Like all investments, the value of funds and ETFs and any income they produce can go down as well as up, so you could get back less than you invested. Remember too that investing is not for everyone, and if you’re not sure whether an investment is right for you, you should obtain financial advice.

Each fund has its own objective, e.g.

  • Deliver growth by investing in UK or overseas companies
  • Generate income by investing in UK Government bonds or a portfolio of commercial property
  • Deliver growth and income by investing in companies that pay high dividends

A professional fund manager decides which investments the fund holds and runs the fund to meet its investment objectives.

Watch this short video to find out more.

An overview of funds

Why might you invest in funds?

  • Diversify your portfolio and reduce potential risk
    Funds usually hold a range of investments, and in this way aim to spread your risk.

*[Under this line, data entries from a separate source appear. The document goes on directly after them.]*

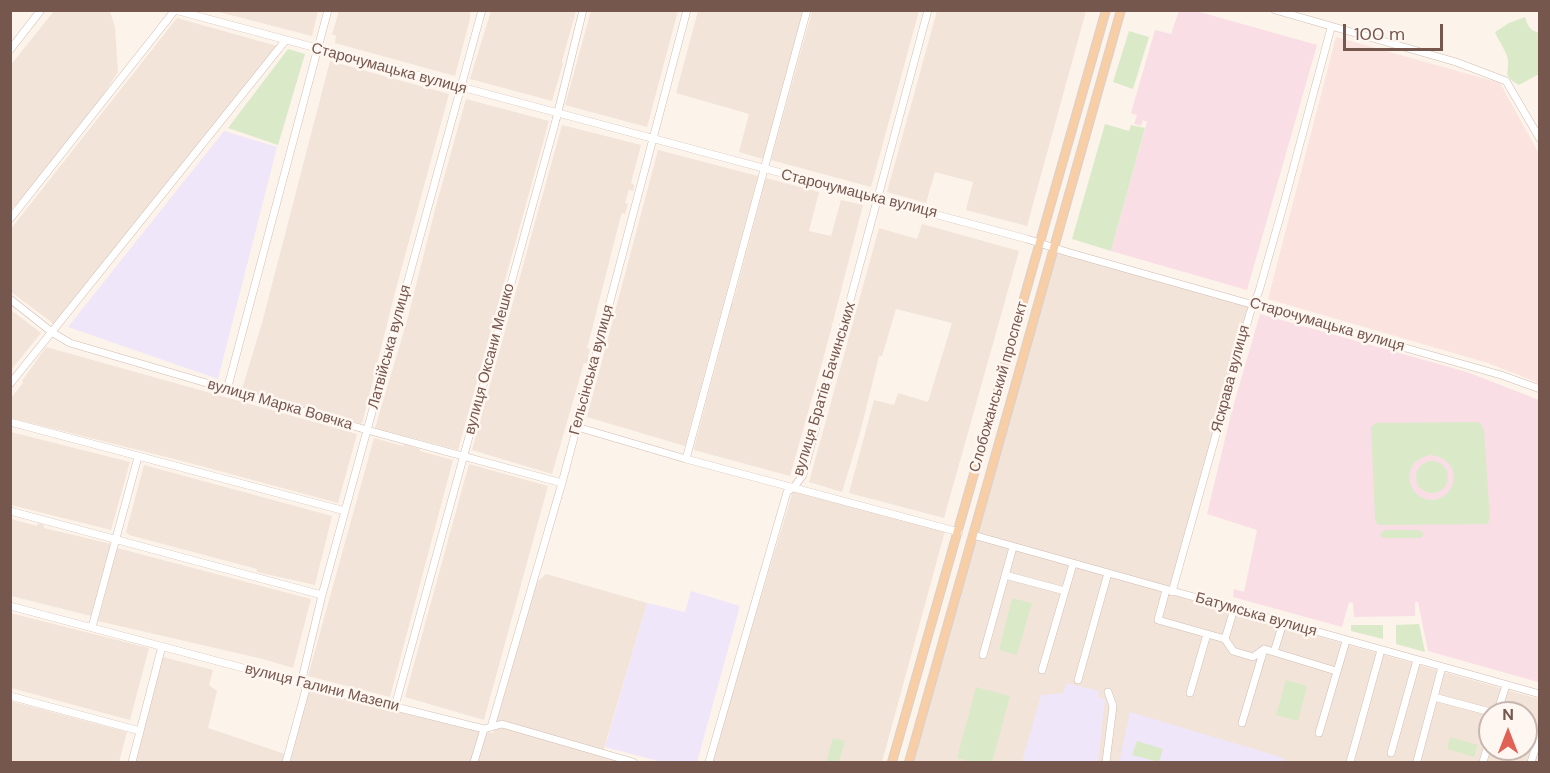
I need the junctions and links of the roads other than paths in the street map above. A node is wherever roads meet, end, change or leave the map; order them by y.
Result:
1 (41, 10) edge
2 (328, 10) edge
3 (482, 10) edge
4 (583, 10) edge
5 (687, 10) edge
6 (807, 10) edge
7 (928, 10) edge
8 (1106, 10) edge
9 (1121, 10) edge
10 (1275, 10) edge
11 (175, 11) edge
12 (1331, 28) junction
13 (285, 41) junction
14 (10, 50) edge
15 (318, 50) junction
16 (461, 88) junction
17 (556, 114) junction
18 (1539, 139) edge
19 (652, 140) junction
20 (763, 170) junction
21 (877, 199) junction
22 (10, 219) edge
23 (1040, 243) junction
24 (1053, 247) junction
25 (10, 299) edge
26 (1254, 304) junction
27 (53, 333) junction
28 (10, 384) edge
29 (227, 390) junction
30 (1539, 390) edge
31 (10, 422) edge
32 (577, 427) junction
33 (367, 430) junction
34 (463, 455) junction
35 (138, 457) junction
36 (686, 459) junction
37 (562, 483) junction
38 (794, 488) junction
39 (10, 511) edge
40 (345, 511) junction
41 (959, 532) junction
42 (973, 535) junction
43 (116, 539) junction
44 (1013, 547) junction
45 (1073, 564) junction
46 (1108, 573) junction
47 (1005, 575) junction
48 (1065, 591) junction
49 (1169, 591) junction
50 (322, 595) junction
51 (10, 606) edge
52 (1234, 609) junction
53 (1283, 623) junction
54 (92, 627) junction
55 (1207, 634) junction
56 (1225, 639) junction
57 (1346, 640) junction
58 (162, 646) junction
59 (1264, 649) junction
60 (1381, 650) junction
61 (1274, 652) junction
62 (983, 655) dead end
63 (1417, 660) junction
64 (1442, 667) junction
65 (1042, 670) dead end
66 (1336, 671) junction
67 (1078, 680) dead end
68 (304, 684) junction
69 (1506, 685) junction
70 (1107, 692) dead end
71 (1190, 693) dead end
72 (1539, 694) edge
73 (10, 696) edge
74 (1434, 697) junction
75 (1500, 701) edge
76 (395, 706) junction
77 (1478, 708) edge
78 (1242, 723) dead end
79 (487, 728) junction
80 (140, 731) junction
81 (1319, 733) dead end
82 (1539, 734) edge
83 (1391, 753) dead end
84 (1417, 761) edge
85 (132, 762) edge
86 (286, 762) edge
87 (474, 762) edge
88 (633, 762) edge
89 (709, 762) edge
90 (892, 762) edge
91 (909, 762) edge
92 (1106, 762) edge
93 (1350, 762) edge
94 (1532, 762) edge

1 - 14 street
2 - 15 street
3 - 16 street, Латвійська вулиця
4 - 17 street, вулиця Оксани Мешко
5 - 19 street, Гельсінська вулиця
6 - 20 street
7 - 21 street, вулиця Братів Бачинських
8 - 23 main road, Слобожанський проспект
9 - 24 main road, Слобожанський проспект
10 - 12 street
11 - 13 street, Старочумацька вулиця
11 - 22 street
12 - 18 street
12 - 26 street, Яскрава вулиця
13 - 15 street, Старочумацька вулиця
13 - 27 street
15 - 16 street, Старочумацька вулиця
15 - 29 street
16 - 17 street, Старочумацька вулиця
16 - 33 street, Латвійська вулиця
17 - 19 street, Старочумацька вулиця
17 - 34 street, вулиця Оксани Мешко
19 - 20 street, Старочумацька вулиця
19 - 32 street, Гельсінська вулиця
20 - 21 street, Старочумацька вулиця
20 - 36 street
21 - 23 street, Старочумацька вулиця
21 - 38 street, вулиця Братів Бачинських
23 - 24 street, Старочумацька вулиця
23 - 41 main road, Слобожанський проспект
24 - 26 street, Старочумацька вулиця
24 - 42 main road, Слобожанський проспект
25 - 27 street, вулиця Марка Вовчка
26 - 30 street, Старочумацька вулиця
26 - 49 street, Яскрава вулиця
27 - 28 street
27 - 29 street, вулиця Марка Вовчка
29 - 33 street, вулиця Марка Вовчка
31 - 35 street
32 - 36 street
32 - 37 street, Гельсінська вулиця
33 - 34 street, вулиця Марка Вовчка
33 - 40 street, Латвійська вулиця
34 - 37 street, вулиця Марка Вовчка
34 - 76 street, вулиця Оксани Мешко
35 - 40 street
35 - 43 street
36 - 38 street
37 - 79 street, Гельсінська вулиця
38 - 41 street
38 - 89 street, вулиця Братів Бачинських
39 - 43 street
40 - 50 street, Латвійська вулиця
41 - 90 main road, Слобожанський проспект
42 - 44 street, Батумська вулиця
42 - 91 main road, Слобожанський проспект
43 - 50 street
43 - 54 street
44 - 45 street, Батумська вулиця
44 - 47 street
45 - 46 street, Батумська вулиця
45 - 48 street
46 - 49 street, Батумська вулиця
46 - 67 street
47 - 48 street
47 - 62 street
48 - 65 street
49 - 52 street, Батумська вулиця
49 - 55 street, Яскрава вулиця
50 - 68 street, Латвійська вулиця
51 - 54 street, вулиця Галини Мазепи
52 - 53 street, Батумська вулиця
52 - 56 street
53 - 57 street, Батумська вулиця
53 - 61 street
54 - 58 street, вулиця Галини Мазепи
55 - 56 street
55 - 71 street
56 - 59 street
57 - 60 street, Батумська вулиця
57 - 66 street
58 - 68 street, вулиця Галини Мазепи
58 - 80 street
59 - 61 street
59 - 78 street
60 - 63 street, Батумська вулиця
60 - 93 street
61 - 66 street
63 - 64 street, Батумська вулиця
63 - 83 street
64 - 69 street, Батумська вулиця
64 - 74 street
66 - 81 street
68 - 76 street, вулиця Галини Мазепи
68 - 86 street, Латвійська вулиця
69 - 72 street, Батумська вулиця
69 - 75 street
70 - 92 street
73 - 80 street
74 - 77 street
74 - 84 street
76 - 79 street, вулиця Галини Мазепи
79 - 87 street, Гельсінська вулиця
79 - 88 street, вулиця Галини Мазепи
80 - 85 street
82 - 94 street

They might invest across a range of asset classes, markets or geographical locations. Even funds that invest in just one market or location offer diversification, by investing in a range of companies. Remember though that even diversified portfolios carry risk and you could get back less than you invested.
  • Managed by experts
    Fund managers use their expert knowledge, experience and research to make investment decisions on your behalf. Fund management does come with a cost and you should factor this in when choosing investments.
  • No fixed maturity date
    Generally funds continue indefinitely. As with any investment though, you should look to hold them for at least five years. However even then there is no guarantee of a return and you could get back less than you invested at any time.
  • Easy to manage
    Funds take away a lot of the hard work involved in making investment decisions. Because the individual underlying investments are managed for you, they can be an easier option if you’re just starting out or looking to invest in markets that you’re not familiar with or which are difficult to access, e.g. emerging markets. Remember though that you do pay for fund management, and you should take this into account when choosing investments. Be aware too that specialist areas such as emerging markets carry additional risks of their own, and these could increase your chances of losing money.
  • We’ll help you save on fund charges
    New ‘clean share classes’ of funds have been introduced, typically with lower costs. So you benefit as soon as possible, we’ll convert your existing funds where a cheaper version is available.

Fund types

The most common types of funds are unit trusts or Open-Ended Investment Companies (OEICs). There are two other main types of funds you should know about: investment trusts and Exchange Traded Funds (ETFs).

Investors in shares, ETFs and other listed investments will now pay £1 less for every deal. And you won’t have to place as many deals to move to a lower commission tier.​

Unit trusts and OEICs

These are known as open-ended investments. This means they can issue and cancel their units or shares at any time. When you invest in a unit trust or OEIC, your money goes directly to the fund for the manager to invest. When you decide to leave the investment, you sell your units or shares back to the fund. These types of funds are valued once per day, and each day this is the price at which investors must buy or sell their fund.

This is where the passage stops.